La corrupción ha tenido su contribución en la suerte de este Departamento, la representación política es mínima y el reconocimiento de sus parlamentarios por el Gobierno Central, es insignificante; es un territorio olvidado donde pareciera que sus habitantes no dependen de Colombia.
Esta esquina de nuestra nación se ha convertido en un foco de conflicto; la frontera con Panamá nos da una compleja relación de vecindad que actúa de doble vía. Allí se deben manejar con diplomacia y cooperación, los temas donde los connacionales se vean involucrados; la comunidad internacional es muy sensible a la situación vivida por los indígenas en zonas de conflicto y nuestro país ya tiene anotaciones en los registros de los organismos multilaterales que vigilan la violación de los derechos humanos. Drogas, armas, precursores, desplazamiento forzado, masacres, minería ilegal y violencia, son una bomba molotov difícil de reciclar en cualquier caldero, pues los analistas confirman el peligro que sobre el Chocó existe y los colombianos estamos entretenidos mirando hacia Venezuela, cuando en otra de las fronteras, crece exponencialmente un problema de grandes dimensiones.

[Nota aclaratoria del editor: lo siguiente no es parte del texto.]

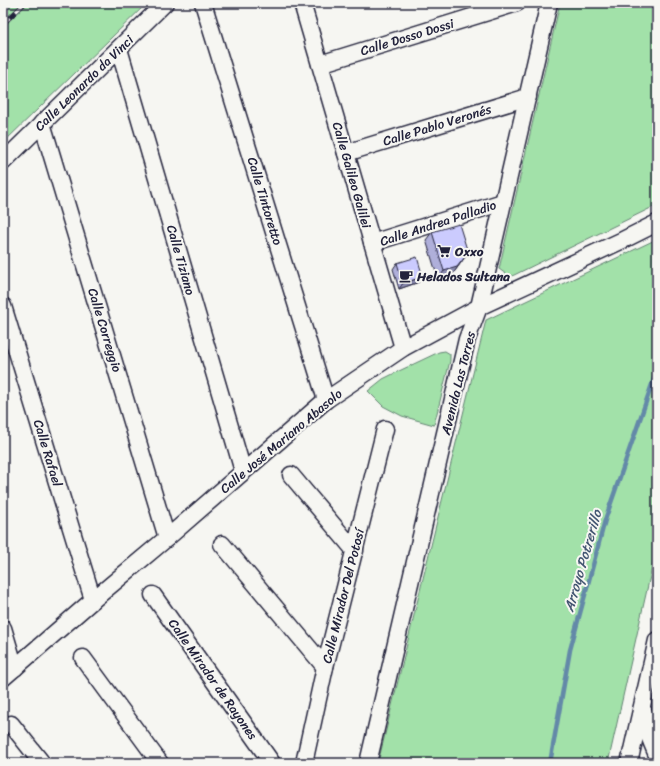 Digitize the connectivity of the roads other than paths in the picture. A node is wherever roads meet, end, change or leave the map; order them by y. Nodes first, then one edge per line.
1 (165, 3) edge
2 (203, 3) edge
3 (302, 3) edge
4 (516, 3) edge
5 (549, 3) edge
6 (119, 48) junction
7 (320, 64) junction
8 (528, 97) junction
9 (42, 123) junction
10 (346, 153) junction
11 (3, 162) edge
12 (503, 202) junction
13 (657, 223) edge
14 (372, 243) junction
15 (3, 306) edge
16 (479, 307) junction
17 (403, 348) junction
18 (326, 400) junction
19 (385, 429) dead end
20 (243, 471) junction
21 (291, 476) dead end
22 (167, 538) junction
23 (222, 544) dead end
24 (355, 551) junction
25 (153, 595) dead end
26 (93, 600) junction
27 (3, 628) edge
28 (657, 640) edge
29 (83, 658) dead end
30 (325, 667) junction
31 (15, 668) junction
32 (3, 678) edge
33 (644, 694) junction
34 (11, 724) dead end
35 (657, 755) edge
36 (42, 763) edge
37 (160, 763) edge
38 (272, 763) edge
39 (304, 763) edge
40 (368, 763) edge
41 (629, 763) edge

1 - 6 street, Calle Leonardo da Vinci
2 - 18 street, Calle Tintoretto
3 - 7 street, Calle Galileo Galilei
4 - 7 street, Calle Dosso Dossi
5 - 8 street, Avenida Las Torres
6 - 9 street, Calle Leonardo da Vinci
6 - 20 street, Calle Tiziano
7 - 10 street, Calle Galileo Galilei
8 - 10 street, Calle Pablo Veronés
8 - 12 street, Avenida Las Torres
9 - 11 street, Calle Leonardo da Vinci
9 - 22 street, Calle Correggio
10 - 14 street, Calle Galileo Galilei
12 - 14 street, Calle Andrea Palladio
12 - 16 street, Avenida Las Torres
13 - 16 street, Calle José Mariano Abasolo
14 - 17 street, Calle Galileo Galilei
15 - 26 street, Calle Rafael
16 - 17 street, Calle José Mariano Abasolo
16 - 40 street, Avenida Las Torres
17 - 18 street, Calle José Mariano Abasolo
18 - 20 street, Calle José Mariano Abasolo
19 - 24 street, Calle Mirador Del Potosí
20 - 22 street, Calle José Mariano Abasolo
21 - 24 street
22 - 26 street, Calle José Mariano Abasolo
23 - 30 street
24 - 30 street, Calle Mirador Del Potosí
25 - 38 street, Calle Mirador de Rayones
26 - 31 street, Calle José Mariano Abasolo
27 - 31 street
28 - 33 street
29 - 37 street
30 - 39 street, Calle Mirador Del Potosí
31 - 32 street, Calle José Mariano Abasolo
33 - 35 street
33 - 41 street
34 - 36 street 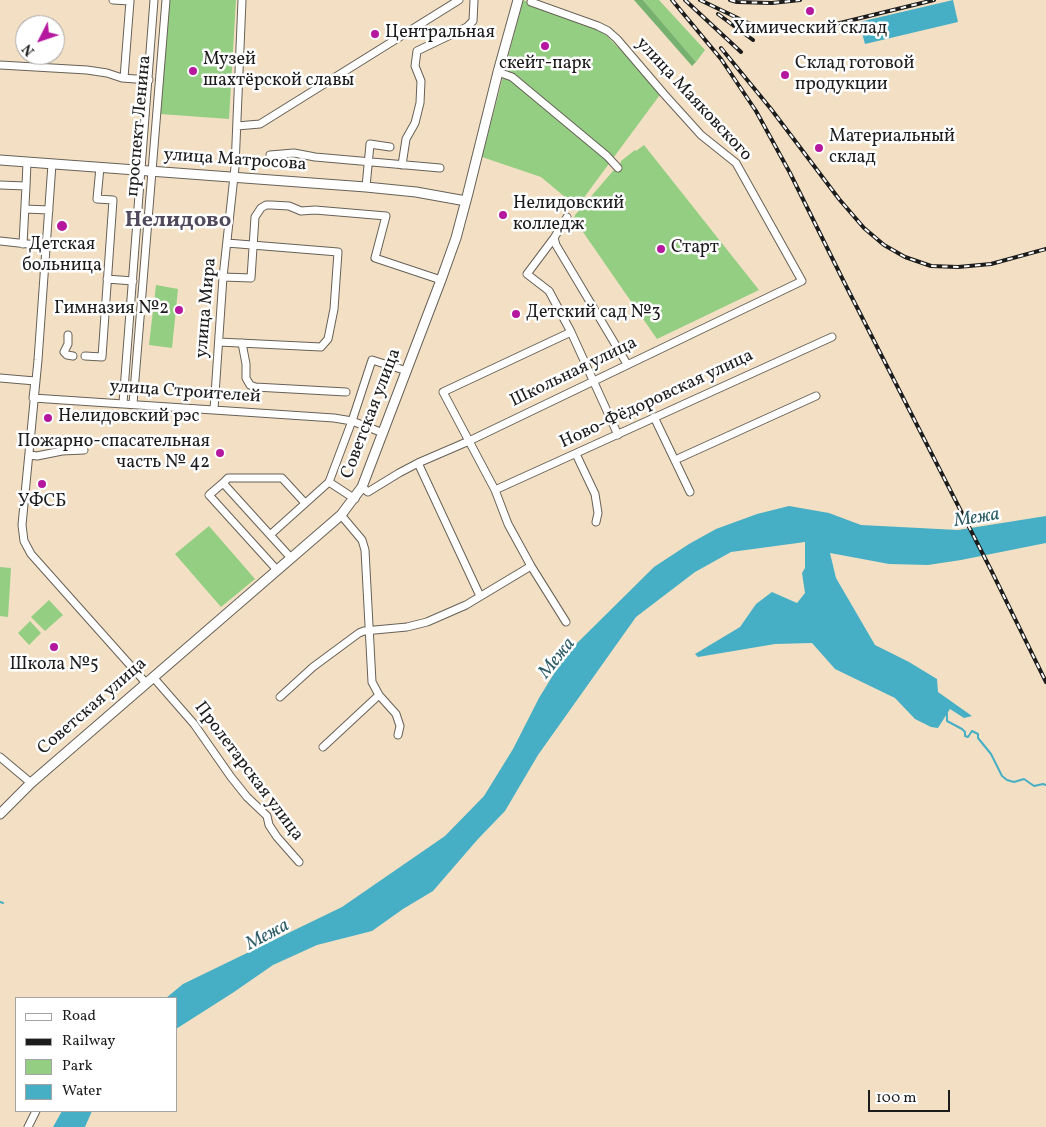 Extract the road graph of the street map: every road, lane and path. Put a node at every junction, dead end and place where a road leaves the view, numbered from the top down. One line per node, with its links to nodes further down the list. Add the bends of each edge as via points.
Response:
1 (113, 0): 11 (street, via 130,1)
2 (154, 0): 12 (street, проспект Ленина)
3 (166, 0): 24 (street, проспект Ленина)
4 (242, 0): 13 (street, улица Мира)
5 (459, 0): 13 (street, via 260,124)
6 (474, 0): 20 (street, via 473,21 467,27 417,51 415,66 421,81 420,103 406,140)
7 (518, 0): 10 (main road, Советская улица)
8 (530, 2): 43 (street, улица Маяковского, via 598,26 617,39 702,135 736,163)
9 (0, 65): 11 (street, via 87,70)
10 (498, 72): 23 (street, via 512,77); 29 (main road, Советская улица)
11 (124, 78): 12 (street)
12 (149, 80): 24 (street, проспект Ленина)
13 (237, 126): 25 (street, улица Мира)
14 (390, 147): 18 (street, via 370,144)
15 (270, 155): 18 (street, via 294,153)
16 (0, 160): 17 (main road, улица Матросова)
17 (27, 162): 19 (main road, улица Матросова); 27 (street)
18 (368, 162): 20 (street); 28 (street)
19 (52, 164): 21 (main road, улица Матросова); 31 (street)
20 (402, 165): 22 (street)
21 (100, 167): 24 (main road, улица Матросова); 40 (street, via 94,199 112,200)
22 (440, 168)
23 (618, 168)
24 (147, 171): 25 (main road, улица Матросова); 42 (street, проспект Ленина); 60 (street, проспект Ленина)
25 (234, 177): 28 (main road, улица Матросова); 35 (street, улица Мира)
26 (0, 184): 27 (street)
27 (26, 186): 30 (street)
28 (366, 187): 29 (main road, улица Матросова)
29 (466, 201): 41 (main road, Советская улица)
30 (25, 209): 31 (street); 36 (street)
31 (48, 210): 37 (street)
32 (567, 217): 33 (street)
33 (554, 238): 44 (street, via 527,274 549,290); 51 (street)
34 (0, 241): 36 (street)
35 (227, 243): 38 (street); 39 (street, улица Мира)
36 (23, 244): 37 (street)
37 (46, 246): 54 (street)
38 (253, 246): 39 (street, via 251,278); 41 (street, via 255,217 266,205 289,206 301,211 386,216 375,258); 48 (street, via 338,252 334,309 328,339 321,347)
39 (223, 277): 47 (street, улица Мира)
40 (107, 279): 42 (street); 50 (street, via 102,358)
41 (441, 280): 52 (main road, Советская улица)
42 (133, 281): 59 (street, проспект Ленина)
43 (802, 281): 51 (street, Школьная улица)
44 (571, 332): 55 (street); 66 (street, via 443,392)
45 (68, 335): 49 (street, via 64,352)
46 (832, 337): 62 (street, Ново-Фёдоровская улица)
47 (219, 342): 48 (street); 61 (street, улица Мира)
48 (242, 343): 56 (street, via 246,378 250,385)
49 (73, 356)
50 (85, 356)
51 (627, 364): 55 (street, Школьная улица)
52 (407, 371): 63 (street, via 372,360); 64 (main road, Советская улица)
53 (0, 378): 54 (street)
54 (35, 381): 58 (street)
55 (593, 381): 65 (street); 66 (street, Школьная улица)
56 (346, 392)
57 (816, 396): 70 (street)
58 (34, 398): 59 (street, улица Строителей); 69 (street, Пролетарская улица)
59 (123, 403): 60 (street, улица Строителей)
60 (133, 404): 61 (street, улица Строителей)
61 (214, 409): 63 (street, улица Строителей)
62 (654, 417): 65 (street, Ново-Фёдоровская улица); 70 (street)
63 (352, 421): 64 (street, улица Строителей); 73 (street)
64 (383, 433): 74 (main road, Советская улица)
65 (618, 435): 68 (street, Ново-Фёдоровская улица)
66 (469, 441): 71 (street, Школьная улица); 75 (street)
67 (84, 450): 69 (street)
68 (576, 454): 75 (street, Ново-Фёдоровская улица); 80 (street, via 595,494)
69 (30, 455): 88 (street, Пролетарская улица, via 22,525 26,546)
70 (675, 460): 76 (street)
71 (418, 463): 74 (street, Школьная улица, via 368,492); 85 (street)
72 (223, 482): 78 (street, via 228,478 282,478); 81 (street); 84 (street, via 209,495)
73 (329, 482): 77 (street); 78 (street)
74 (362, 487): 77 (main road, Советская улица)
75 (495, 490): 83 (street)
76 (690, 492)
77 (355, 499): 79 (main road, Советская улица)
78 (305, 503): 81 (street)
79 (341, 515): 82 (main road, Советская улица); 87 (street, via 362,540 365,550)
80 (596, 522)
81 (270, 535): 82 (street)
82 (291, 558): 84 (main road, Советская улица)
83 (530, 566): 85 (street); 86 (street)
84 (277, 570): 88 (main road, Советская улица)
85 (480, 596): 87 (street, via 428,622)
86 (566, 622)
87 (369, 631): 89 (street, via 372,682); 90 (street, via 345,642)
88 (150, 680): 94 (main road, Советская улица); 96 (street, Пролетарская улица, via 194,724 230,777 267,816 273,831)
89 (379, 694): 91 (street, via 396,714 400,726); 92 (street)
90 (280, 697)
91 (398, 735)
92 (323, 747)
93 (0, 757): 94 (street)
94 (31, 783): 95 (main road, Советская улица)
95 (0, 814)
96 (299, 862)
97 (36, 1112): 98 (street)
98 (28, 1127)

Nos acostumbramos a las cosas lindas de esta región, como las playas de Capurganá y el avistamiento de las ballenas jorobadas en la ensenada de Utría, las maderas de algarrobo, cedro, sande y bálsamo, explotadas y enviadas para la China; el chontaduro, el borojó, el producto de la pesca artesanal, el oro barequeado por las mulatas y moldeado por ancestrales joyeros; el folclor y el talento musical de los artistas de Quibdó, trasciende fronteras, pero desconocemos los problemas gravísimos producto de la indiferencia del resto de Colombia, de una región habitada por hermanos de una misma nación, cobijados con un destino diferente.